WORK TO COMPLETE >> Below are entries; tally how many lines hold the string "roads" and answer with only that figure.

Records from a data source:
============================================================

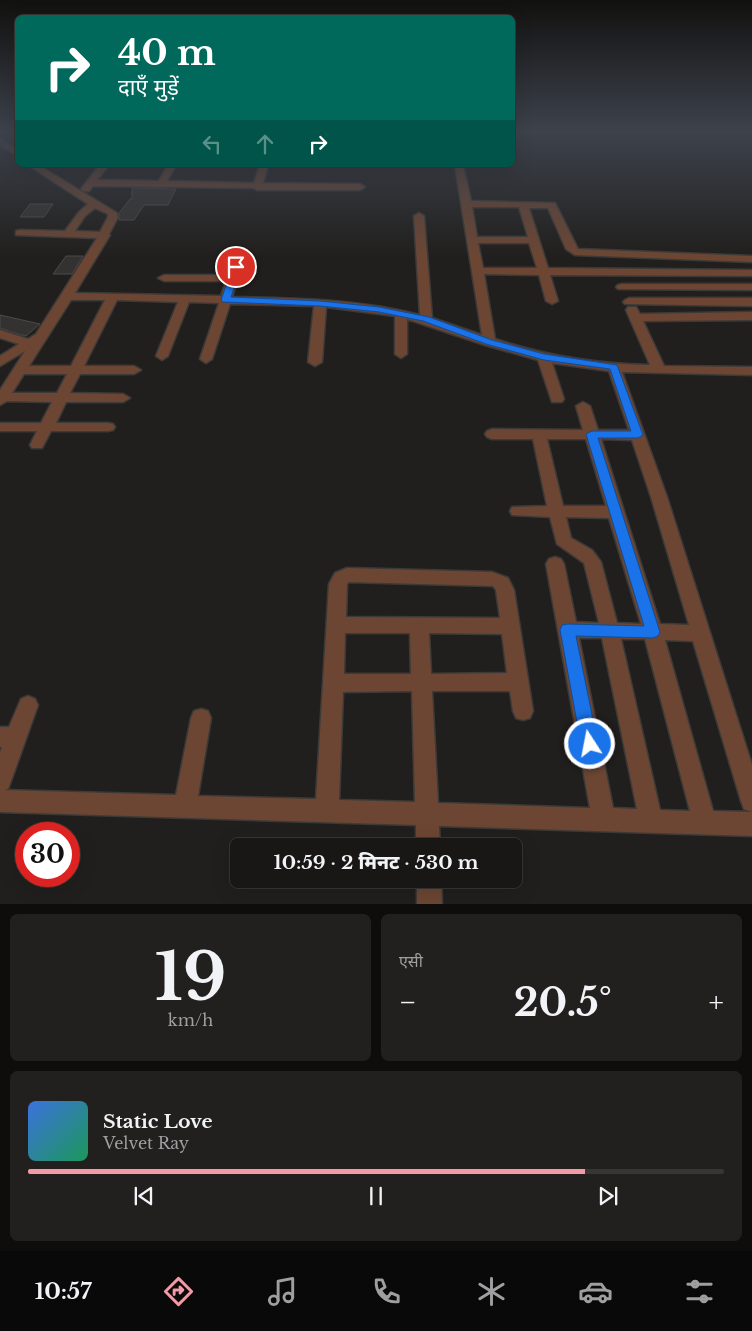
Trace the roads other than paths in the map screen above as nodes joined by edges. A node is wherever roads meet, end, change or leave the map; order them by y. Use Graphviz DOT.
graph roads {
  1 [pos="46,174"];
  2 [pos="98,174"];
  3 [pos="167,174"];
  4 [pos="261,174"];
  5 [pos="460,174"];
  6 [pos="91,183"];
  7 [pos="162,185"];
  8 [pos="257,187"];
  9 [pos="360,187"];
  10 [pos="80,196"];
  11 [pos="94,204"];
  12 [pos="467,204"];
  13 [pos="523,204"];
  14 [pos="419,216"];
  15 [pos="20,234"];
  16 [pos="68,234"];
  17 [pos="105,235"];
  18 [pos="474,240"];
  19 [pos="534,240"];
  20 [pos="240,256"];
  21 [pos="752,259"];
  22 [pos="478,271"];
  23 [pos="543,272"];
  24 [pos="616,272"];
  25 [pos="752,274"];
  26 [pos="164,278"];
  27 [pos="233,278"];
  28 [pos="622,287"];
  29 [pos="752,287"];
  30 [pos="66,296"];
  31 [pos="113,296"];
  32 [pos="185,298"];
  33 [pos="226,300"];
  34 [pos="552,301"];
  35 [pos="629,302"];
  36 [pos="752,302"];
  37 [pos="320,304"];
  38 [pos="400,313"];
  39 [pos="752,316"];
  40 [pos="636,318"];
  41 [pos="426,319"];
  42 [pos="0,334"];
  43 [pos="42,335"];
  44 [pos="489,342"];
  45 [pos="29,343"];
  46 [pos="401,354"];
  47 [pos="162,356"];
  48 [pos="544,357"];
  49 [pos="206,359"];
  50 [pos="0,362"];
  51 [pos="315,362"];
  52 [pos="614,367"];
  53 [pos="658,368"];
  54 [pos="20,370"];
  55 [pos="75,370"];
  56 [pos="134,370"];
  57 [pos="752,371"];
  58 [pos="61,398"];
  59 [pos="123,398"];
  60 [pos="1,399"];
  61 [pos="557,399"];
  62 [pos="583,406"];
  63 [pos="0,427"];
  64 [pos="46,427"];
  65 [pos="108,427"];
  66 [pos="492,434"];
  67 [pos="539,434"];
  68 [pos="592,434"];
  69 [pos="638,435"];
  70 [pos="37,445"];
  71 [pos="518,511"];
  72 [pos="556,511"];
  73 [pos="616,512"];
  74 [pos="555,564"];
  75 [pos="336,625"];
  76 [pos="418,626"];
  77 [pos="511,626"];
  78 [pos="568,630"];
  79 [pos="610,631"];
  80 [pos="653,632"];
  81 [pos="700,633"];
  82 [pos="420,682"];
  83 [pos="519,682"];
  84 [pos="333,683"];
  85 [pos="28,705"];
  86 [pos="523,711"];
  87 [pos="201,718"];
  88 [pos="8,737"];
  89 [pos="0,781"];
  90 [pos="0,801"];
  91 [pos="752,801"];
  92 [pos="185,807"];
  93 [pos="327,812"];
  94 [pos="426,815"];
  95 [pos="604,820"];
  96 [pos="651,821"];
  97 [pos="705,823"];
  98 [pos="752,824"];
  99 [pos="427,838"];
  100 [pos="429,888"];
  101 [pos="430,904"];
  1 -- 10 [label="street"];
  2 -- 6 [label="street"];
  3 -- 7 [label="street"];
  4 -- 8 [label="street"];
  5 -- 12 [label="street"];
  6 -- 7 [label="street"];
  6 -- 10 [label="street"];
  7 -- 8 [label="street"];
  8 -- 9 [label="street"];
  10 -- 11 [label="street"];
  11 -- 16 [label="street"];
  11 -- 17 [label="street"];
  12 -- 13 [label="street"];
  12 -- 18 [label="street"];
  13 -- 19 [label="street"];
  13 -- 21 [label="street"];
  14 -- 41 [label="street"];
  15 -- 16 [label="street"];
  16 -- 17 [label="street"];
  17 -- 30 [label="street"];
  18 -- 19 [label="street"];
  18 -- 22 [label="street"];
  19 -- 23 [label="street"];
  20 -- 27 [label="street"];
  22 -- 23 [label="street"];
  22 -- 44 [label="street"];
  23 -- 24 [label="street"];
  23 -- 34 [label="street"];
  24 -- 25 [label="street"];
  24 -- 28 [label="street"];
  26 -- 27 [label="street"];
  27 -- 33 [label="street"];
  28 -- 29 [label="street"];
  28 -- 35 [label="street"];
  30 -- 31 [label="street"];
  30 -- 43 [label="street"];
  31 -- 32 [label="street"];
  31 -- 55 [label="street"];
  32 -- 33 [label="street"];
  32 -- 47 [label="street"];
  33 -- 37 [label="street"];
  33 -- 49 [label="street"];
  35 -- 36 [label="street"];
  35 -- 40 [label="street"];
  37 -- 38 [label="street"];
  37 -- 51 [label="street"];
  38 -- 41 [label="street"];
  38 -- 46 [label="street"];
  39 -- 40 [label="street"];
  40 -- 53 [label="street"];
  41 -- 44 [label="street"];
  42 -- 45 [label="street"];
  43 -- 45 [label="street"];
  43 -- 54 [label="street"];
  44 -- 48 [label="street"];
  45 -- 50 [label="street"];
  48 -- 52 [label="street"];
  48 -- 61 [label="street"];
  52 -- 53 [label="street"];
  52 -- 69 [label="street"];
  53 -- 57 [label="street"];
  54 -- 55 [label="street"];
  54 -- 60 [label="street"];
  55 -- 56 [label="street"];
  55 -- 58 [label="street"];
  58 -- 59 [label="street"];
  58 -- 60 [label="street"];
  58 -- 64 [label="street"];
  62 -- 68 [label="street"];
  63 -- 64 [label="street"];
  64 -- 65 [label="street"];
  64 -- 70 [label="street"];
  66 -- 67 [label="street"];
  67 -- 68 [label="street"];
  67 -- 72 [label="street"];
  68 -- 69 [label="street"];
  68 -- 73 [label="street"];
  69 -- 81 [label="street"];
  71 -- 72 [label="street"];
  72 -- 73 [label="street"];
  72 -- 79 [label="street"];
  73 -- 80 [label="street"];
  74 -- 78 [label="street"];
  75 -- 76 [label="street"];
  75 -- 77 [label="street"];
  75 -- 84 [label="street"];
  76 -- 77 [label="street"];
  76 -- 82 [label="street"];
  77 -- 83 [label="street"];
  78 -- 79 [label="street"];
  78 -- 95 [label="street"];
  79 -- 80 [label="street"];
  79 -- 96 [label="street"];
  80 -- 81 [label="street"];
  80 -- 97 [label="street"];
  81 -- 91 [label="street"];
  82 -- 83 [label="street"];
  82 -- 84 [label="street"];
  82 -- 94 [label="street"];
  83 -- 86 [label="street"];
  84 -- 93 [label="street"];
  85 -- 88 [label="street"];
  87 -- 92 [label="street"];
  88 -- 89 [label="street"];
  90 -- 92 [label="street"];
  92 -- 93 [label="street"];
  93 -- 94 [label="street"];
  94 -- 95 [label="street"];
  94 -- 99 [label="street"];
  95 -- 96 [label="street"];
  96 -- 97 [label="street"];
  97 -- 98 [label="street"];
  100 -- 101 [label="street"];
}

============================================================

REPLY >> 2